**Exercise description**
Output the listing below exactly, minus its images.

++++

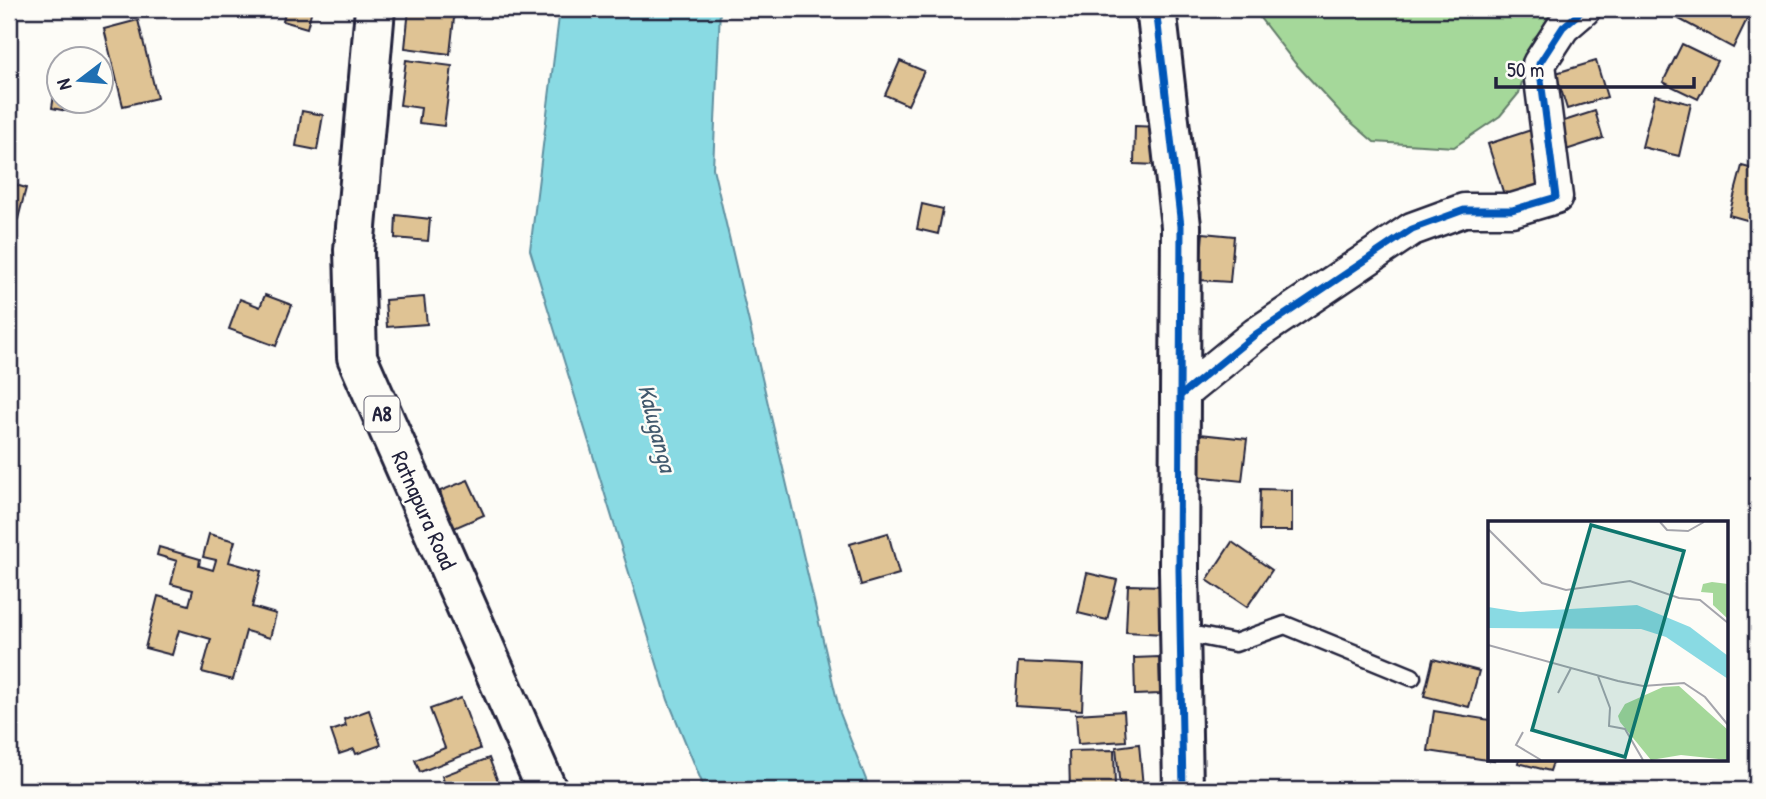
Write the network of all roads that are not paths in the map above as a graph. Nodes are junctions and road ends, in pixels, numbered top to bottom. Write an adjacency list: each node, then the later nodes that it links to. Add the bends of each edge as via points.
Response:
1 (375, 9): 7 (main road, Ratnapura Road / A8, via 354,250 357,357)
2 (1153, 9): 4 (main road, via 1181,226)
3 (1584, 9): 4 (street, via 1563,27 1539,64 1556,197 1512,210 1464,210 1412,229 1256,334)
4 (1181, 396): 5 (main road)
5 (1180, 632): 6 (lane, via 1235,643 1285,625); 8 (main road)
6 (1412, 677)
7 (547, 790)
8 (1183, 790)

++++

**Answer below**
Write the network of all roads that are not paths in the map above as a graph. Nodes are junctions and road ends, in pixels, numbered top to bottom. Write an adjacency list: each node, then the later nodes that it links to. Add the bends of each edge as via points.
Response:
1 (375, 9): 7 (main road, Ratnapura Road / A8, via 354,250 357,357)
2 (1153, 9): 4 (main road, via 1181,226)
3 (1584, 9): 4 (street, via 1563,27 1539,64 1556,197 1512,210 1464,210 1412,229 1256,334)
4 (1181, 396): 5 (main road)
5 (1180, 632): 6 (lane, via 1235,643 1285,625); 8 (main road)
6 (1412, 677)
7 (547, 790)
8 (1183, 790)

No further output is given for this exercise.